D'entrée de jeu, précisons que les parties ont présenté des suggestions communes quant à certaines ordonnances de nature financière, lesquelles suggestions ont été entérinées par la Cour. Il est question ici d'une ordonnance de restitution et d'une ordonnance imposant une amende compensatoire (1 490 485 $) en vertu du paragraphe 462.37(3) C.cr. Ces deux ordonnances font partie de la peine et sont prises en compte dans le présent exercice de détermination de la peine appropriée.
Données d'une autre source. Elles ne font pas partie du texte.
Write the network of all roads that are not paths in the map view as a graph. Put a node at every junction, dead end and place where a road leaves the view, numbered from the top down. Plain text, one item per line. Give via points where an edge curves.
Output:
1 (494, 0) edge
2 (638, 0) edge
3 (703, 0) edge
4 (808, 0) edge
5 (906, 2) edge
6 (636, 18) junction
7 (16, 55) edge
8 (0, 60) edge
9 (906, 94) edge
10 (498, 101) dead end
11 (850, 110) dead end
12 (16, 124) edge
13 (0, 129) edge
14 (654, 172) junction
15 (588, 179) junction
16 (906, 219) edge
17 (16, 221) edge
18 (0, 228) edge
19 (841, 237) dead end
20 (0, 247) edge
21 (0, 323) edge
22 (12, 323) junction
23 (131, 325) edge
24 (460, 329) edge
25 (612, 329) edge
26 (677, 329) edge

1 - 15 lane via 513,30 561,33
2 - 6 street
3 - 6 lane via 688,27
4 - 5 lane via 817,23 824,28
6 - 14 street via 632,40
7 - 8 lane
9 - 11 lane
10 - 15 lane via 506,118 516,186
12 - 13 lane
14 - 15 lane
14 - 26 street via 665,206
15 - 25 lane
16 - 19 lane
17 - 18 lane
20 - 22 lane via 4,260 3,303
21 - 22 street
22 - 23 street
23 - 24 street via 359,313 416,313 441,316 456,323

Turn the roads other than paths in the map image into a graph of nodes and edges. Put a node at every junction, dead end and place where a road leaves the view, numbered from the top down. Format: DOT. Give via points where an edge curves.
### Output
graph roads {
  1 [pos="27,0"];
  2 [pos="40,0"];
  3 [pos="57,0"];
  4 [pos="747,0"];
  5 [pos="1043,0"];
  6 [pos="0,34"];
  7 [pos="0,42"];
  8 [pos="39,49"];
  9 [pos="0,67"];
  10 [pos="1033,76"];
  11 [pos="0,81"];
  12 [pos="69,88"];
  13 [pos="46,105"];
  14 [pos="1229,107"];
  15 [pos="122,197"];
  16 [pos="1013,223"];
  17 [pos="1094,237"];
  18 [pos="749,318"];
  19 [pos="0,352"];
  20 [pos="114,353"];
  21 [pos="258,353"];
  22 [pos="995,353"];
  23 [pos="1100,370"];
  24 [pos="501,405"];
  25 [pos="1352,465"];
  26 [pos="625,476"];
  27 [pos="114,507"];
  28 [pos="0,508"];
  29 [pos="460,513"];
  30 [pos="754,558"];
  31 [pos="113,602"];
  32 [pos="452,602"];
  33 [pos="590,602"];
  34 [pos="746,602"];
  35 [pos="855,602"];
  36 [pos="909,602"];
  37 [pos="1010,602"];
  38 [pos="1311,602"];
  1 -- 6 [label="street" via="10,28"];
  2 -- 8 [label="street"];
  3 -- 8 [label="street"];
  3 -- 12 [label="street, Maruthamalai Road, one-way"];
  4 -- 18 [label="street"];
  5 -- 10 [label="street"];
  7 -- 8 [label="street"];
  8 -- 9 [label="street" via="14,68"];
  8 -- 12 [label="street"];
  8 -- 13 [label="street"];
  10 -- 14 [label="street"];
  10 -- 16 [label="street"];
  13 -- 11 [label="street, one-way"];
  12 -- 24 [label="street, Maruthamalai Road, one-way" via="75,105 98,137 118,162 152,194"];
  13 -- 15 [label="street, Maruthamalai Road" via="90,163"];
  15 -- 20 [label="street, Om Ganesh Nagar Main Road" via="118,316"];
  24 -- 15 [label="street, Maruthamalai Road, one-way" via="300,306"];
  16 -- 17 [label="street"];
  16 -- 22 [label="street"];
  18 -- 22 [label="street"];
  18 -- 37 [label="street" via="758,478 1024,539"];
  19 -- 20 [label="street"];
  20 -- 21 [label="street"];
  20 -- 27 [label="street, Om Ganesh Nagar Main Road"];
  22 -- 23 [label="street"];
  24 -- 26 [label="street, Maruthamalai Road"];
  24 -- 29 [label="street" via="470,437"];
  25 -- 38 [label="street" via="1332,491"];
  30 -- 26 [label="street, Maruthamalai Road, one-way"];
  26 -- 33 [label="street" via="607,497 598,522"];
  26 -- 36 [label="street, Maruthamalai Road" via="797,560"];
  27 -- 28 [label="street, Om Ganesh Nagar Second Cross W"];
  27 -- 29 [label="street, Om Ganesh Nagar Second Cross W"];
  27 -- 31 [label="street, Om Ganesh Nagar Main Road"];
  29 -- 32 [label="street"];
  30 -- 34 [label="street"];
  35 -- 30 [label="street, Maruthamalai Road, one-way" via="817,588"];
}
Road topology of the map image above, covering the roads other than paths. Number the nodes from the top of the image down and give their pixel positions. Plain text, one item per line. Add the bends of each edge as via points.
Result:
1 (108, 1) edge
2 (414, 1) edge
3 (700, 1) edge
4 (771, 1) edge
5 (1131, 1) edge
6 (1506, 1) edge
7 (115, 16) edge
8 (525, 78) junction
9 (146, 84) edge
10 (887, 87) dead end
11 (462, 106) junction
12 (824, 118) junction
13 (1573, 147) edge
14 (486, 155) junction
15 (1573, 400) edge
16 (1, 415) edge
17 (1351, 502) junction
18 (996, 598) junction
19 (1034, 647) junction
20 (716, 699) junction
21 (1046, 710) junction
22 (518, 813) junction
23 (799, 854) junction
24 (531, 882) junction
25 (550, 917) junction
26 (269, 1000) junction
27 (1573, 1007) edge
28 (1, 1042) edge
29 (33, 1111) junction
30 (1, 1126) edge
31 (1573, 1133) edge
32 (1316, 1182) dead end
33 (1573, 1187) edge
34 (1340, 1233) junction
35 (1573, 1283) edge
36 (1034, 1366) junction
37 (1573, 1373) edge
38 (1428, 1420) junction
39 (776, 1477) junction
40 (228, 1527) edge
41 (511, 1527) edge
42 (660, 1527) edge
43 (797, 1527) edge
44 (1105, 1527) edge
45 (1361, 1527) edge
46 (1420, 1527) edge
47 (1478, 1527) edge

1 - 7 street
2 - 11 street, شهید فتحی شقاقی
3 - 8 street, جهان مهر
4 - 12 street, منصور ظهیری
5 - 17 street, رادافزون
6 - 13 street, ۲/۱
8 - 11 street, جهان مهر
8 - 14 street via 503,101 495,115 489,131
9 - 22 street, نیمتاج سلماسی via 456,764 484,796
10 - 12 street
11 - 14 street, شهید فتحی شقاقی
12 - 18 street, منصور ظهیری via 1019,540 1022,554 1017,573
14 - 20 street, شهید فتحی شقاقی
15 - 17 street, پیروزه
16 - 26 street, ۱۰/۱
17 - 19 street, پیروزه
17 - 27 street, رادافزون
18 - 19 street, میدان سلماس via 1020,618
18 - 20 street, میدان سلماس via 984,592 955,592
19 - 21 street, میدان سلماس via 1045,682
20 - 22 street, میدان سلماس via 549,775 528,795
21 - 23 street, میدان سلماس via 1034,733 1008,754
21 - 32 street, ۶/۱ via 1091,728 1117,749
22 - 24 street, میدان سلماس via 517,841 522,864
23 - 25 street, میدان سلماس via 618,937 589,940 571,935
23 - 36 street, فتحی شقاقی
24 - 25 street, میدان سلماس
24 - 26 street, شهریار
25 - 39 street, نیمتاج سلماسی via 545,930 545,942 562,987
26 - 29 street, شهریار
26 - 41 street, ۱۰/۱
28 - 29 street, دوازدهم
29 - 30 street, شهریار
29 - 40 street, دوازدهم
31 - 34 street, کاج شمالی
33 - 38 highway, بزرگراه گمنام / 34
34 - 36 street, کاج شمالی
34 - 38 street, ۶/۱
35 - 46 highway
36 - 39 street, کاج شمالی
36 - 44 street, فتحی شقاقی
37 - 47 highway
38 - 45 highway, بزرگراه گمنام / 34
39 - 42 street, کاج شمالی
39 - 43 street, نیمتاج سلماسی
Parmi les autres acteurs du scandale des commandites, MM. Brault, Guité et Coffin se sont vu imposer respectivement des peines d'emprisonnement de 30 mois, 42 mois et 18 mois. Ces précédents n'ont cependant pas d'application ici, car ils visaient des accusations de fraude. En l'espèce, il est question de trafic d'influence. Cette infraction appartient à un groupe de quatre infractions qui sont réunies à l'article 121 C.cr., sous le vocable « Fraudes envers le gouvernement », et qui sont assujetties à un emprisonnement maximal de cinq ans. Si la jurisprudence offre des exemples assez nombreux de peines imposées dans le cas des trois autres infractions qui sont visées par l'article 121 C.cr. et qui tournent autour de la notion de corruption de fonctionnaire, il est admis de part et d'autre que cette jurisprudence est très rare en matière de trafic d'influence. D'où l'intérêt certain de l'arrêt Corbeil, lequel concerne un trafic d'influence pour une somme de 50 000 $. Dans cet arrêt, la Cour d'appel du Québec opine, en obiter, que le crime de trafic d'influence est un crime très grave qui exige normalement une peine de détention dans la collectivité sinon en établissement. La Cour d'appel ajoute que la corruption dans l'administration publique est une forme de gangrène et les tribunaux doivent sévir pour en éviter la propagation. Comme on l'a souvent répété, ce genre de crime est de nature à accroître le cynisme et la méfiance chez les citoyens et à entraîner chez ces derniers un désabusement à l'égard des institutions publiques qui sont à la base de la vie démocratique. Selon les auteurs Ruby, Chan et Hasan, en matière de trafic d'influence, nos tribunaux considèrent la détention comme la règle, le sursis de peine étant l'exception, même à l'égard de délinquants ayant jusque-là une bonne feuille de route, à cause de l'importance nécessaire de la réprobation et de l'effet dissuasif général.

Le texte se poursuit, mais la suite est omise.